Stored data

━━━━━━━━━━━━━━━━━━━━

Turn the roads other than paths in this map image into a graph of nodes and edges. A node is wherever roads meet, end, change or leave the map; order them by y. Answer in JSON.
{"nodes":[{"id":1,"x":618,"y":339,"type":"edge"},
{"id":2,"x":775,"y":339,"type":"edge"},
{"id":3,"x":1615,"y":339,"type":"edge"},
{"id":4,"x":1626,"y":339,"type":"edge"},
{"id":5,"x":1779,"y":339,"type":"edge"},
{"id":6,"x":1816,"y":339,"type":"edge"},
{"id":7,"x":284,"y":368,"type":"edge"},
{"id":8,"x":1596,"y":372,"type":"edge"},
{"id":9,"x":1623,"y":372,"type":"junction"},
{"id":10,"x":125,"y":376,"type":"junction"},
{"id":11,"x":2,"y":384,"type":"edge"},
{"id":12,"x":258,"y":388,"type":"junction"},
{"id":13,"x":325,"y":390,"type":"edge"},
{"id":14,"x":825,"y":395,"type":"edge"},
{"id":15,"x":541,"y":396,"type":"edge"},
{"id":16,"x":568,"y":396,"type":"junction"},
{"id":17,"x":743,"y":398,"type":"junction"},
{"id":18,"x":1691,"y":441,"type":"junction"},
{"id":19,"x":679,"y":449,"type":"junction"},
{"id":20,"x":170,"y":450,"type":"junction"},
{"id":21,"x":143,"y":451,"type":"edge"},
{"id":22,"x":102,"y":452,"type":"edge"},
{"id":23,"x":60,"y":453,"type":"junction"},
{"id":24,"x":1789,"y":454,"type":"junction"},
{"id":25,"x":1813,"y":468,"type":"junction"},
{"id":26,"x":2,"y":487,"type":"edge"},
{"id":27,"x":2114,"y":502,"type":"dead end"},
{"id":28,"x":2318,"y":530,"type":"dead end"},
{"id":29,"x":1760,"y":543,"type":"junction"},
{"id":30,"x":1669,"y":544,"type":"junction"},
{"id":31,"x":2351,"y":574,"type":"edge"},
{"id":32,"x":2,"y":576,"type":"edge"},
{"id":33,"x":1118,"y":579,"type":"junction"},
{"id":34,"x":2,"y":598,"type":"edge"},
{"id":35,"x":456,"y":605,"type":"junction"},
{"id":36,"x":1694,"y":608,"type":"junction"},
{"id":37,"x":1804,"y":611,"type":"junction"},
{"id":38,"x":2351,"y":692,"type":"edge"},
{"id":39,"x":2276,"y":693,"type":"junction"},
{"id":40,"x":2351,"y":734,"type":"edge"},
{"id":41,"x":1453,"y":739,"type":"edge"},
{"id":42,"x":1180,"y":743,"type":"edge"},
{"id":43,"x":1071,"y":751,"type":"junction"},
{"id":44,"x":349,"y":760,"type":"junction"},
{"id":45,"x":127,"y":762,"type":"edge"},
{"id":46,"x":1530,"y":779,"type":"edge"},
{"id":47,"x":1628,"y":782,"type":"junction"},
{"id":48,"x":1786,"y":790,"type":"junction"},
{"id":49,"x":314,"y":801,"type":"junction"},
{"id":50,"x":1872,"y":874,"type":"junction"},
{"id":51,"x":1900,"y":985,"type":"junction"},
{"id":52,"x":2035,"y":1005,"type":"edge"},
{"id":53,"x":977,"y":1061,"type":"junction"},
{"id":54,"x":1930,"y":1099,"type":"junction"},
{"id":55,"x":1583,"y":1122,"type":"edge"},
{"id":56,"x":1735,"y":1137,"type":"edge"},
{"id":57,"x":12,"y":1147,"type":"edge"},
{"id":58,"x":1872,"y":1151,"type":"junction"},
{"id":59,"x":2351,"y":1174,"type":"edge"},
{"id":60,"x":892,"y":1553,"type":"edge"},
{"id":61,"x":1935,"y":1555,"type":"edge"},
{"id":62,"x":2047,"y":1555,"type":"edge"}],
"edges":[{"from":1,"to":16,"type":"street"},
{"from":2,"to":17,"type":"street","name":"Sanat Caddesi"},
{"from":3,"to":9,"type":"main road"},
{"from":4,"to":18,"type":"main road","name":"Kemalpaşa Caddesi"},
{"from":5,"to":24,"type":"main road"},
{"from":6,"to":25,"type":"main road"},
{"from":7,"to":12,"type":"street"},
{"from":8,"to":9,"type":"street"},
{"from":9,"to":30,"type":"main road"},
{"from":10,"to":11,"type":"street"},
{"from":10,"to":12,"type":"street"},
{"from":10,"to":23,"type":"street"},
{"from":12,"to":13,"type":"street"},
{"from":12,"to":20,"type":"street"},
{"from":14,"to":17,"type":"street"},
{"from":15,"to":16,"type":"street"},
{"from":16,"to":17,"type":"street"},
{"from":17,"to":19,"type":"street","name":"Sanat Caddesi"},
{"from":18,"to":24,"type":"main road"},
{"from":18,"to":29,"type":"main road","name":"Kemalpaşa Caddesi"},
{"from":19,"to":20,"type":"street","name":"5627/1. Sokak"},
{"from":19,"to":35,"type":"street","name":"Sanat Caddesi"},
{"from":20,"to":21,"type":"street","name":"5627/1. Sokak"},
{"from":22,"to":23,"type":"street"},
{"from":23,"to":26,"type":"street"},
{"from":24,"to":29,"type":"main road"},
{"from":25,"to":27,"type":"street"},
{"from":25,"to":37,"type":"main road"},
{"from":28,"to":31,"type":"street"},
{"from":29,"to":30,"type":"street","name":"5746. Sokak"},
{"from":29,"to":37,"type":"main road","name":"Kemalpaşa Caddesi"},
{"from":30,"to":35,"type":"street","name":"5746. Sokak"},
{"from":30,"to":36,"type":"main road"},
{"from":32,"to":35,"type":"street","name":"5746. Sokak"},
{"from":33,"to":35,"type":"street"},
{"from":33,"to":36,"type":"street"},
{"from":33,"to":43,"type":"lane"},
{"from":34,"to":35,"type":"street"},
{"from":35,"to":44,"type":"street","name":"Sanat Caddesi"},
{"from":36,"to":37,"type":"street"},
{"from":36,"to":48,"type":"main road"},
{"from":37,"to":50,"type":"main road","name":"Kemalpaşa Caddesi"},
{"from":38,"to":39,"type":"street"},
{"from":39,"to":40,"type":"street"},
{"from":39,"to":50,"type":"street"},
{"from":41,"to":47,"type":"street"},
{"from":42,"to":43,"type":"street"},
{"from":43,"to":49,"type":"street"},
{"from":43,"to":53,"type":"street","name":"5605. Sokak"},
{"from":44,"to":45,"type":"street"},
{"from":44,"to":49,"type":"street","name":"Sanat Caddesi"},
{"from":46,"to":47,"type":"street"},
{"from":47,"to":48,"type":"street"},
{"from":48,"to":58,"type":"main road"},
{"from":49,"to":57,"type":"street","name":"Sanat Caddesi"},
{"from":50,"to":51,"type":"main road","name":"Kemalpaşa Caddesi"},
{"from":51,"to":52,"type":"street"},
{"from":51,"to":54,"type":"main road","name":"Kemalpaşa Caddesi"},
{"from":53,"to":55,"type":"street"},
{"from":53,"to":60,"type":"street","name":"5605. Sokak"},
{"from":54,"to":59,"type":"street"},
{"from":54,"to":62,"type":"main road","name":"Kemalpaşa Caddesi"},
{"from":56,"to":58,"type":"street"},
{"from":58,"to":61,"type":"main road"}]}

━━━━━━━━━━━━━━━━━━━━

* [Activity]
Scan the lines above for "Sanat", then copy every one that has it.

* [Finished task]
{"from":2,"to":17,"type":"street","name":"Sanat Caddesi"},
{"from":17,"to":19,"type":"street","name":"Sanat Caddesi"},
{"from":19,"to":35,"type":"street","name":"Sanat Caddesi"},
{"from":35,"to":44,"type":"street","name":"Sanat Caddesi"},
{"from":44,"to":49,"type":"street","name":"Sanat Caddesi"},
{"from":49,"to":57,"type":"street","name":"Sanat Caddesi"},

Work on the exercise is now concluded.